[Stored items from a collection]
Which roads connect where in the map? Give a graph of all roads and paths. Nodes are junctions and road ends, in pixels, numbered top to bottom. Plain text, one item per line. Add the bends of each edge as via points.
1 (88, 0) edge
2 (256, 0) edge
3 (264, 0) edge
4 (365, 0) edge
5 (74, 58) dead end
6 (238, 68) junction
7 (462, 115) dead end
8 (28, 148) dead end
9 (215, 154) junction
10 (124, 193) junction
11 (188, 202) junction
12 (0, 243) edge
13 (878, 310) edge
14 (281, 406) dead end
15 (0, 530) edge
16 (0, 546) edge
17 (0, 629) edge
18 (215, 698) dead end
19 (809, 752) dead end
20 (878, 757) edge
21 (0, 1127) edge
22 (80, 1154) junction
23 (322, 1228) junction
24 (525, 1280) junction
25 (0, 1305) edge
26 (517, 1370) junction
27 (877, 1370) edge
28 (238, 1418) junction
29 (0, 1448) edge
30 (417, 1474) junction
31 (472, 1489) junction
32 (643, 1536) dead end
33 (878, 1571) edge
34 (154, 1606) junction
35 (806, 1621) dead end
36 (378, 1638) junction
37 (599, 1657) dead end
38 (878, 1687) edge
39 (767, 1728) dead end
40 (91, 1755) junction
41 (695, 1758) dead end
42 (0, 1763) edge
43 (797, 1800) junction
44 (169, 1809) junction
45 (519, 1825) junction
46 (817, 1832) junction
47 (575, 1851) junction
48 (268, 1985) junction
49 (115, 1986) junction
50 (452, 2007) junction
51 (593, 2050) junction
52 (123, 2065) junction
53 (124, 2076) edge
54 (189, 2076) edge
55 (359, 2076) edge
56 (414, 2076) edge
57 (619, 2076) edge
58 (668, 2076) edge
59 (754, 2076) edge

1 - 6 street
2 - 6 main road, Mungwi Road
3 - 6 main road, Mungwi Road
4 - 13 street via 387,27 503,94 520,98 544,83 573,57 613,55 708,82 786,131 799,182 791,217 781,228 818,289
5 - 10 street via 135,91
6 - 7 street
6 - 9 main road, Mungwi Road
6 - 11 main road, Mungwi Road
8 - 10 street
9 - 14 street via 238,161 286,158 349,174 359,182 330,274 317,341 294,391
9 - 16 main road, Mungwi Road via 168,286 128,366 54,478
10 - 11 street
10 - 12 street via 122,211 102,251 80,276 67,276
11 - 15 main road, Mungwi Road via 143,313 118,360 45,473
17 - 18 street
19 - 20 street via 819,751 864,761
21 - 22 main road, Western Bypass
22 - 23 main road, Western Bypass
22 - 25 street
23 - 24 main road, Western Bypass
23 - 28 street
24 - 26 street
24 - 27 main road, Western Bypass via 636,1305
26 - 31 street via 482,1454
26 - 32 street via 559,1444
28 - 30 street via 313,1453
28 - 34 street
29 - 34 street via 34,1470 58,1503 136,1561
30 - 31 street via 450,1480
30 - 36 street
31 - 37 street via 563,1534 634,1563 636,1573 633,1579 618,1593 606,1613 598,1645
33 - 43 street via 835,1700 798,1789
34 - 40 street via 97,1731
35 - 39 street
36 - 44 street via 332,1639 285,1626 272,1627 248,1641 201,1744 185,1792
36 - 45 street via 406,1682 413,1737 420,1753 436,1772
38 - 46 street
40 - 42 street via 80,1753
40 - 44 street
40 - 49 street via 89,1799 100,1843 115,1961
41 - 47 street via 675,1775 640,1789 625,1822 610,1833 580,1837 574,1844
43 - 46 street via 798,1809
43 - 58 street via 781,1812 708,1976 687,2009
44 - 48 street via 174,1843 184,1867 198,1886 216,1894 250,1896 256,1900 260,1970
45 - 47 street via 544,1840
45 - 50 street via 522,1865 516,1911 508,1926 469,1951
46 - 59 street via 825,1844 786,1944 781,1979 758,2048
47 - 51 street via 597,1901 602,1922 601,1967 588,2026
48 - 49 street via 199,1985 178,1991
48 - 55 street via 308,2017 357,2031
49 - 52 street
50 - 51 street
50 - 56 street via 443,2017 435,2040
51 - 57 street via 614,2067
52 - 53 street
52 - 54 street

* _Task instructions_
Give back each entry above precisely as it was written.

* _Problem solution_
Which roads connect where in the map? Give a graph of all roads and paths. Nodes are junctions and road ends, in pixels, numbered top to bottom. Plain text, one item per line. Add the bends of each edge as via points.
1 (88, 0) edge
2 (256, 0) edge
3 (264, 0) edge
4 (365, 0) edge
5 (74, 58) dead end
6 (238, 68) junction
7 (462, 115) dead end
8 (28, 148) dead end
9 (215, 154) junction
10 (124, 193) junction
11 (188, 202) junction
12 (0, 243) edge
13 (878, 310) edge
14 (281, 406) dead end
15 (0, 530) edge
16 (0, 546) edge
17 (0, 629) edge
18 (215, 698) dead end
19 (809, 752) dead end
20 (878, 757) edge
21 (0, 1127) edge
22 (80, 1154) junction
23 (322, 1228) junction
24 (525, 1280) junction
25 (0, 1305) edge
26 (517, 1370) junction
27 (877, 1370) edge
28 (238, 1418) junction
29 (0, 1448) edge
30 (417, 1474) junction
31 (472, 1489) junction
32 (643, 1536) dead end
33 (878, 1571) edge
34 (154, 1606) junction
35 (806, 1621) dead end
36 (378, 1638) junction
37 (599, 1657) dead end
38 (878, 1687) edge
39 (767, 1728) dead end
40 (91, 1755) junction
41 (695, 1758) dead end
42 (0, 1763) edge
43 (797, 1800) junction
44 (169, 1809) junction
45 (519, 1825) junction
46 (817, 1832) junction
47 (575, 1851) junction
48 (268, 1985) junction
49 (115, 1986) junction
50 (452, 2007) junction
51 (593, 2050) junction
52 (123, 2065) junction
53 (124, 2076) edge
54 (189, 2076) edge
55 (359, 2076) edge
56 (414, 2076) edge
57 (619, 2076) edge
58 (668, 2076) edge
59 (754, 2076) edge

1 - 6 street
2 - 6 main road, Mungwi Road
3 - 6 main road, Mungwi Road
4 - 13 street via 387,27 503,94 520,98 544,83 573,57 613,55 708,82 786,131 799,182 791,217 781,228 818,289
5 - 10 street via 135,91
6 - 7 street
6 - 9 main road, Mungwi Road
6 - 11 main road, Mungwi Road
8 - 10 street
9 - 14 street via 238,161 286,158 349,174 359,182 330,274 317,341 294,391
9 - 16 main road, Mungwi Road via 168,286 128,366 54,478
10 - 11 street
10 - 12 street via 122,211 102,251 80,276 67,276
11 - 15 main road, Mungwi Road via 143,313 118,360 45,473
17 - 18 street
19 - 20 street via 819,751 864,761
21 - 22 main road, Western Bypass
22 - 23 main road, Western Bypass
22 - 25 street
23 - 24 main road, Western Bypass
23 - 28 street
24 - 26 street
24 - 27 main road, Western Bypass via 636,1305
26 - 31 street via 482,1454
26 - 32 street via 559,1444
28 - 30 street via 313,1453
28 - 34 street
29 - 34 street via 34,1470 58,1503 136,1561
30 - 31 street via 450,1480
30 - 36 street
31 - 37 street via 563,1534 634,1563 636,1573 633,1579 618,1593 606,1613 598,1645
33 - 43 street via 835,1700 798,1789
34 - 40 street via 97,1731
35 - 39 street
36 - 44 street via 332,1639 285,1626 272,1627 248,1641 201,1744 185,1792
36 - 45 street via 406,1682 413,1737 420,1753 436,1772
38 - 46 street
40 - 42 street via 80,1753
40 - 44 street
40 - 49 street via 89,1799 100,1843 115,1961
41 - 47 street via 675,1775 640,1789 625,1822 610,1833 580,1837 574,1844
43 - 46 street via 798,1809
43 - 58 street via 781,1812 708,1976 687,2009
44 - 48 street via 174,1843 184,1867 198,1886 216,1894 250,1896 256,1900 260,1970
45 - 47 street via 544,1840
45 - 50 street via 522,1865 516,1911 508,1926 469,1951
46 - 59 street via 825,1844 786,1944 781,1979 758,2048
47 - 51 street via 597,1901 602,1922 601,1967 588,2026
48 - 49 street via 199,1985 178,1991
48 - 55 street via 308,2017 357,2031
49 - 52 street
50 - 51 street
50 - 56 street via 443,2017 435,2040
51 - 57 street via 614,2067
52 - 53 street
52 - 54 street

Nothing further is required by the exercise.